Mayor Michael Bloomberg said on his radio show Friday morning that software problems are the cause of the delays.
“Unfortunately there are software issues. One of the newspapers keeps writing, ‘you’re hiding something.’ Yeah, well, nothing. The software doesn’t work. Duh. Until it works, we’re not going to put it out until it does work,” said the mayor.
“It really is very advanced technology. Each station is like a dock, each place you stick in a bike is a computer, and everything runs on solar power so you don’t need a lot of wiring and there’s no burden on the electrical system. There’s an enormous number of transactions you have to communicate in real time to central computers,” the mayor added.
When it does launch, there will be an initial phase of 7,000 bikes at 420 stations around the city. The new timeline won’t affect the Citi Bike sponsorship structure, which uses $41 million in funding from Citi to support the system for five years and ensures that the city will get half of the profits.
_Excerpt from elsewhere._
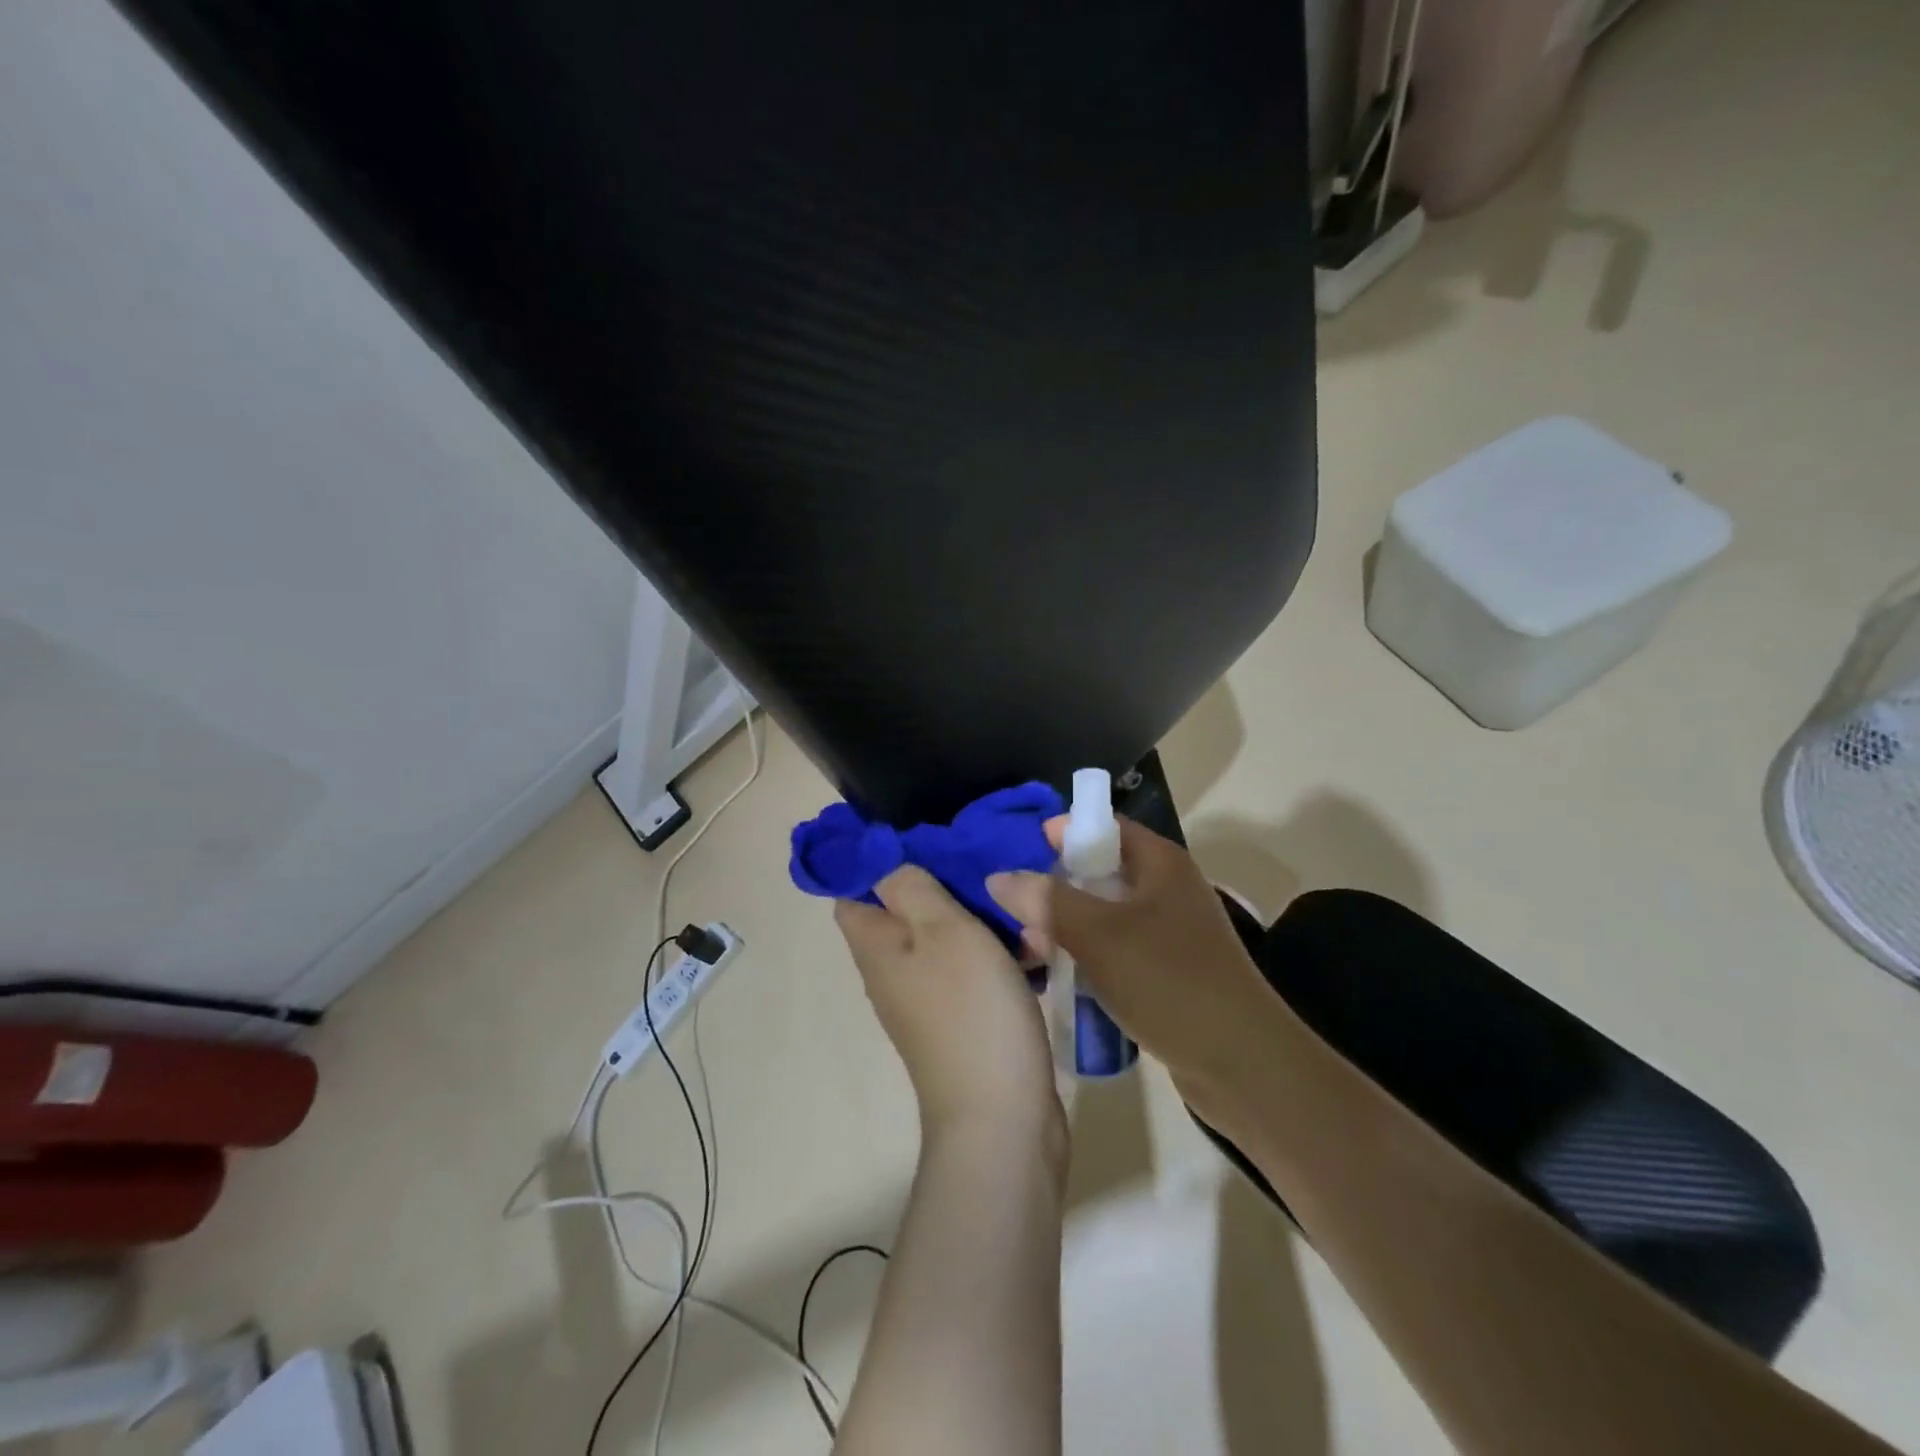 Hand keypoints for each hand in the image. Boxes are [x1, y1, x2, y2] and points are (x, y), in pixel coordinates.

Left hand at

“New York City demands a world-class bike share system, and we need to ensure that Citi Bike launches as flawlessly as New Yorkers expect on Day One,” said DOT Commissioner Janette Sadik-Khan, in a statement on the delay.
Transportation Alternatives also released an optimistic statement on the bike share delay.
“While we are eager for Citi Bike to begin, it’s more crucial that this ground-breaking transit system be launched correctly, not quickly. New York’s public bike share program will not only be the largest bike share system in the Western Hemisphere, it will also be the city’s first brand-new, full-scale form of public transit since the subway’s debut more than 100 years ago—this is not a moment to rush,” said Executive Director, Paul Steely White.
Following the March launch, the system will expand to 10,000 bikes, covering parts of Manhattan and from Long Island City to parts of Brooklyn.